Ad creators hate this one weird trick!
Is that really what you want?
If that is really what you want, can we interest you in our special premium membership with curated run-over-puppies content?
Trust is broken. Ads have been abused where I have to block by default unless I already trust your website.
I'm not risking malware for some strangers advertisements.
That's when bab-defuser.js
and the element zapper get to shine.
I recently got “this content is unverified, please open in our app to continue” from a Google search that lead to a random Reddit thread. Nope not gonna do that. I think I found a workable solution on stack overflow after that
You can change the url from www.reddit.com to old.reddit.com to bypass that 😉
The day old reddit I gone is the day it is officially dead. Reddit is appealing to the insta audience now and it sucks. I've talked to so many people who only recently discovered reddit and they have no idea that discussion used to drive the site. It's a picture browsing site for them. The site is going down the tubes quickly so it can do an IPO I guess.

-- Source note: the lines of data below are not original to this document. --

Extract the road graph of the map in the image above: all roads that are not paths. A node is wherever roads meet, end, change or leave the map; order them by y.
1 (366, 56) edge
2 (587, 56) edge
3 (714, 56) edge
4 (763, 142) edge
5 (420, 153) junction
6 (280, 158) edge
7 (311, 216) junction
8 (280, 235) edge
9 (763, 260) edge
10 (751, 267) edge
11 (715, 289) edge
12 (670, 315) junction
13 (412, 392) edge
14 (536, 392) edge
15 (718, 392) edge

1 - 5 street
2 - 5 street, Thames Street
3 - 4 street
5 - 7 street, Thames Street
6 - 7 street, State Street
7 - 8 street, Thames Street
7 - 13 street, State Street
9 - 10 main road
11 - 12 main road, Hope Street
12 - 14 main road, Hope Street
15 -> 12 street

Not only did discussion used to drive that site, but thriving niche communities. I hired a young-ish (~25) webdev recently and he asked where I heard about a certain topic. I told him reddit and he was genuinely confused. I sent him links to r/webdev, r/selfhosted, r/sysadmin, r/datahoarder, and a handful of other recommendations. His mind was blown that reddit not only had those communities, but how deep the content was.

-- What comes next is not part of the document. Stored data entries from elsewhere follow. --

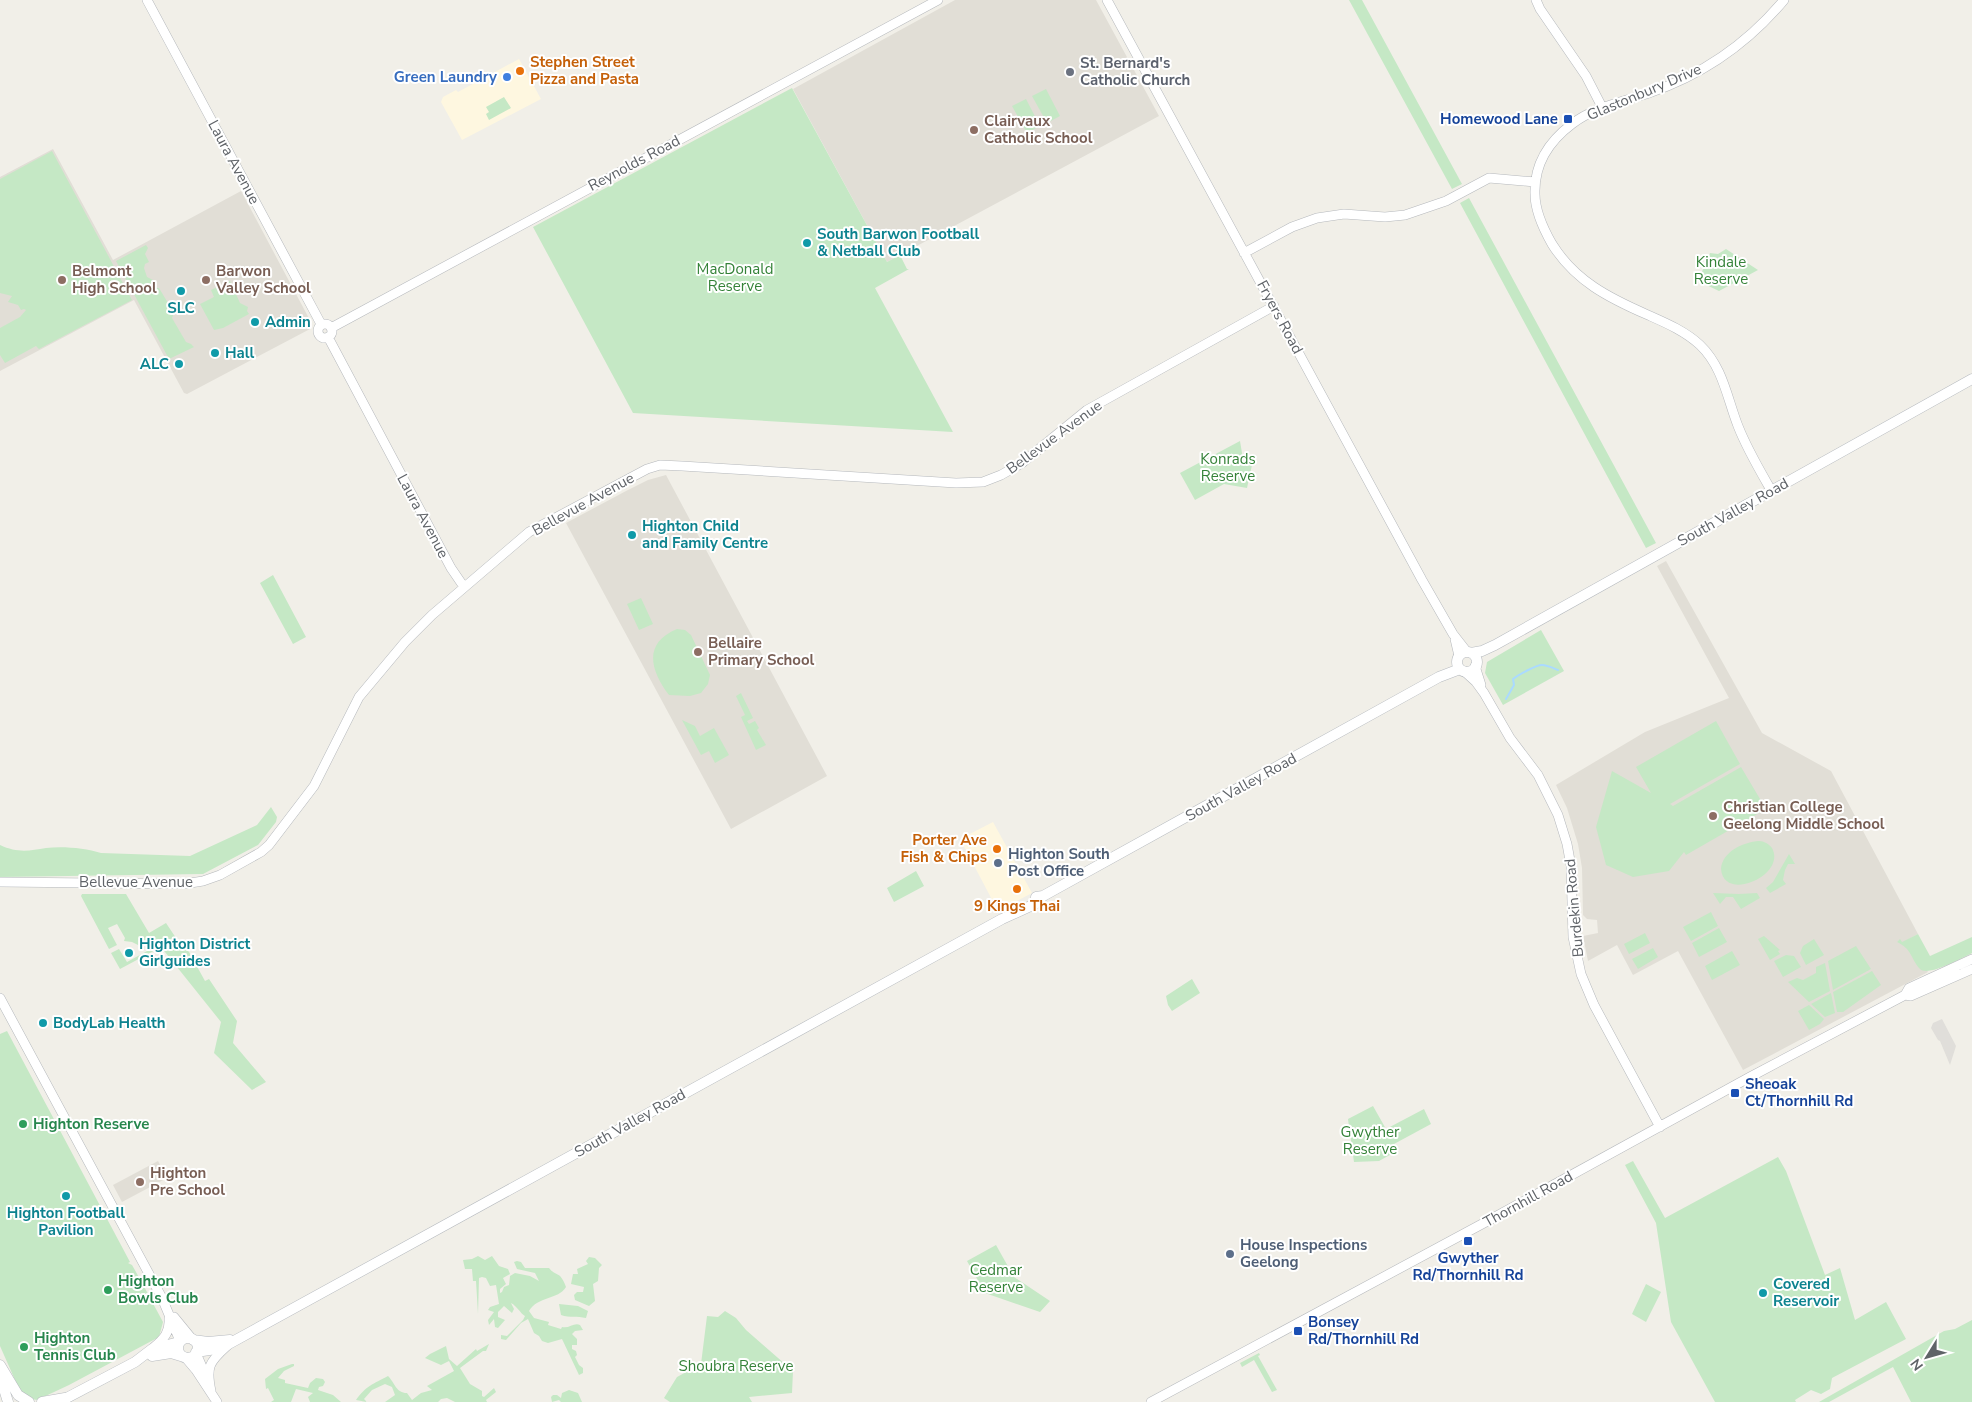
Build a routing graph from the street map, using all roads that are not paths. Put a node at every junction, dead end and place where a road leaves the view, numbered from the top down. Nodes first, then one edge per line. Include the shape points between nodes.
1 (147, 0) edge
2 (938, 0) edge
3 (1107, 0) edge
4 (1536, 0) edge
5 (1784, 0) edge
6 (1602, 107) junction
7 (1535, 182) junction
8 (1244, 253) junction
9 (1274, 306) junction
10 (321, 324) junction
11 (331, 328) junction
12 (328, 337) junction
13 (1972, 379) edge
14 (1771, 490) junction
15 (464, 587) junction
16 (1466, 661) junction
17 (0, 882) edge
18 (1972, 959) edge
19 (1972, 969) edge
20 (1905, 996) junction
21 (0, 998) edge
22 (1660, 1127) junction
23 (162, 1298) junction
24 (169, 1314) junction
25 (193, 1339) junction
26 (236, 1339) junction
27 (180, 1342) junction
28 (150, 1351) junction
29 (196, 1352) junction
30 (184, 1357) junction
31 (137, 1361) junction
32 (0, 1365) edge
33 (0, 1375) edge
34 (211, 1391) junction
35 (68, 1397) junction
36 (8, 1402) edge
37 (15, 1402) edge
38 (29, 1402) edge
39 (42, 1402) edge
40 (59, 1402) edge
41 (217, 1402) edge
42 (1151, 1402) edge

1 - 10 street, Laura Avenue
2 - 11 street, Reynolds Road
3 - 8 street, Fryers Road
4 - 6 street via 1586,76
5 - 6 street, Glastonbury Drive via 1748,37 1719,59 1651,92
6 - 7 street, Glastonbury Drive via 1572,124 1548,147
7 - 8 street via 1489,178 1446,201 1405,215 1344,214 1317,218 1292,227
7 - 14 street, Glastonbury Drive via 1535,199 1542,223 1557,251 1583,280 1610,298 1683,332 1708,354 1721,375 1738,426
8 - 9 street, Fryers Road
9 - 15 street, Bellevue Avenue via 1104,400 1076,418 1022,462 983,482 660,465 542,524
9 - 16 street, Fryers Road
10 - 11 street
10 - 12 street via 319,334
11 - 12 street
12 - 15 street, Laura Avenue
13 - 14 main road, South Valley Road
14 - 16 main road, South Valley Road
15 - 17 street, Bellevue Avenue via 405,642 359,697 314,786 261,852 212,879 184,884
16 - 22 street, Burdekin Road via 1510,738 1538,775 1558,815 1571,866 1573,937 1581,974 1594,1005
16 - 26 main road, South Valley Road via 1042,896 1036,903
18 - 20 street, Thornhill Road via 1908,988
19 - 20 street, Thornhill Road
20 - 22 street, Thornhill Road
21 - 23 street
22 - 42 street, Thornhill Road
23 - 24 street
23 - 25 street via 184,1332
24 - 27 street
24 - 28 street via 166,1337
25 - 26 main road, South Valley Road via 208,1342
25 - 27 main road via 184,1338
25 - 29 main road
26 - 29 main road, South Valley Road via 216,1349
26 - 34 street via 210,1363
27 - 28 main road
27 - 30 main road via 178,1350
28 - 31 main road
29 - 30 main road
29 - 34 street
30 - 31 main road via 166,1353
30 - 34 street
31 - 35 main road
32 - 38 main road via 18,1395
33 - 36 main road
33 - 37 main road
34 - 41 street
35 - 39 main road
35 - 40 main road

My point is, reddit has really leaned into the lowest common denominator audience to chase growth and has completely abandoned its nerd roots (most evidently by its API policy changes).

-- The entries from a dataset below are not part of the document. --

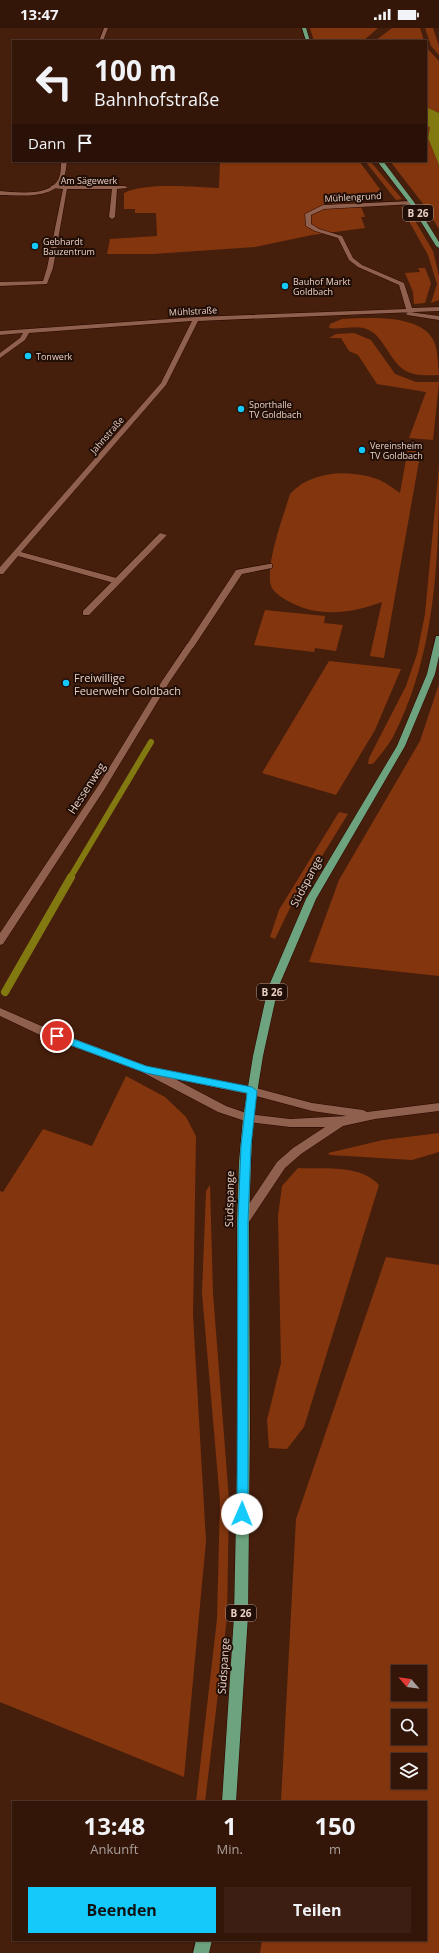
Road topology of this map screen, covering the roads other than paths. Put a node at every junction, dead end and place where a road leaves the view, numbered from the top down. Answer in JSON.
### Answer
{"nodes":[{"id":1,"x":106,"y":28,"type":"edge"},
{"id":2,"x":304,"y":28,"type":"edge"},
{"id":3,"x":101,"y":40,"type":"edge"},
{"id":4,"x":308,"y":40,"type":"edge"},
{"id":5,"x":64,"y":162,"type":"edge"},
{"id":6,"x":381,"y":162,"type":"edge"},
{"id":7,"x":53,"y":187,"type":"junction"},
{"id":8,"x":65,"y":188,"type":"junction"},
{"id":9,"x":115,"y":188,"type":"junction"},
{"id":10,"x":125,"y":188,"type":"dead end"},
{"id":11,"x":0,"y":193,"type":"edge"},
{"id":12,"x":412,"y":203,"type":"junction"},
{"id":13,"x":112,"y":217,"type":"dead end"},
{"id":14,"x":439,"y":246,"type":"edge"},
{"id":15,"x":0,"y":284,"type":"edge"},
{"id":16,"x":439,"y":309,"type":"edge"},
{"id":17,"x":409,"y":310,"type":"junction"},
{"id":18,"x":387,"y":312,"type":"junction"},
{"id":19,"x":439,"y":318,"type":"edge"},
{"id":20,"x":196,"y":319,"type":"junction"},
{"id":21,"x":27,"y":331,"type":"junction"},
{"id":22,"x":0,"y":333,"type":"edge"},
{"id":23,"x":0,"y":356,"type":"edge"},
{"id":24,"x":163,"y":535,"type":"dead end"},
{"id":25,"x":17,"y":553,"type":"junction"},
{"id":26,"x":270,"y":566,"type":"dead end"},
{"id":27,"x":0,"y":572,"type":"edge"},
{"id":28,"x":117,"y":582,"type":"junction"},
{"id":29,"x":86,"y":613,"type":"dead end"},
{"id":30,"x":439,"y":638,"type":"edge"},
{"id":31,"x":0,"y":941,"type":"edge"},
{"id":32,"x":0,"y":1012,"type":"edge"},
{"id":33,"x":146,"y":1069,"type":"junction"},
{"id":34,"x":252,"y":1091,"type":"junction"},
{"id":35,"x":439,"y":1107,"type":"edge"},
{"id":36,"x":375,"y":1115,"type":"junction"},
{"id":37,"x":248,"y":1118,"type":"junction"},
{"id":38,"x":340,"y":1122,"type":"junction"},
{"id":39,"x":243,"y":1222,"type":"junction"},
{"id":40,"x":229,"y":1801,"type":"edge"},
{"id":41,"x":204,"y":1941,"type":"edge"},
{"id":42,"x":201,"y":1953,"type":"edge"}],
"edges":[{"from":1,"to":3,"type":"street"},
{"from":2,"to":4,"type":"main road"},
{"from":5,"to":7,"type":"street","name":"Am Sägewerk"},
{"from":6,"to":12,"type":"main road","number":"B 26"},
{"from":7,"to":8,"type":"street","name":"Am Sägewerk"},
{"from":7,"to":11,"type":"street","name":"Am Sägewerk"},
{"from":8,"to":9,"type":"street","name":"Am Sägewerk"},
{"from":8,"to":15,"type":"street"},
{"from":9,"to":10,"type":"street","name":"Am Sägewerk"},
{"from":9,"to":13,"type":"street"},
{"from":12,"to":14,"type":"main road","number":"B 26"},
{"from":12,"to":17,"type":"street","name":"Mühlengrund"},
{"from":16,"to":17,"type":"street","name":"Mühlstraße"},
{"from":17,"to":18,"type":"street","name":"Mühlstraße"},
{"from":18,"to":19,"type":"street","name":"Mühlstraße"},
{"from":18,"to":20,"type":"street","name":"Mühlstraße"},
{"from":20,"to":21,"type":"street","name":"Mühlstraße"},
{"from":20,"to":25,"type":"street","name":"Jahnstraße"},
{"from":21,"to":22,"type":"street","name":"Mühlstraße"},
{"from":21,"to":23,"type":"street"},
{"from":24,"to":28,"type":"street"},
{"from":25,"to":27,"type":"street","name":"Jahnstraße"},
{"from":25,"to":28,"type":"street"},
{"from":26,"to":31,"type":"street","name":"Hessenweg"},
{"from":28,"to":29,"type":"street"},
{"from":30,"to":34,"type":"main road","name":"Südspange","number":"B 26"},
{"from":32,"to":33,"type":"street"},
{"from":33,"to":34,"type":"street"},
{"from":33,"to":37,"type":"street"},
{"from":34,"to":36,"type":"street"},
{"from":34,"to":37,"type":"main road","name":"Südspange","number":"B 26"},
{"from":35,"to":36,"type":"street"},
{"from":36,"to":38,"type":"street"},
{"from":37,"to":38,"type":"street"},
{"from":37,"to":39,"type":"main road","name":"Südspange","number":"B 26"},
{"from":38,"to":39,"type":"street"},
{"from":39,"to":40,"type":"main road","name":"Südspange","number":"B 26"},
{"from":41,"to":42,"type":"main road"}]}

I also go to the browser drop down settings and change to desktop mode. It's annoying but once you zoom in a little it's identical to mobile view lol.
not just reddit. any site like that is a no go.
The worst is when companies and resutrants use "Instagram" or "Facebook" as their official webpage.
There's a restaurant where I live that I've never gone to because I can't book it without giving fuckerburg my data
You should vocalize it to the owner (or at least management) if you can. You'd be surprised what comes of it.
I did this once with a restaurant/bar owner, and she was very understanding. Once I took the time to explain how I didn't wanna be subjected to everything that a setup like that brings, she empathized and actually got a standalone website.
Many people aren't aware until you make em aware. And whether they feel the same or not from a consumer standpoint, at least they'll know that there's people out there who do care, and it affects business. And usually, if it affects business, it doesn't matter what their personal feelings towards it are. A good business owner will be sure to adjust because they learned something new about the market.
even worse is any deals are on downloaded apps. F that. The only good effect for me with that is its an effective way to identify and avoid corporate type institutions as they are top in using it.
Lol is this actually what’s going on over there now?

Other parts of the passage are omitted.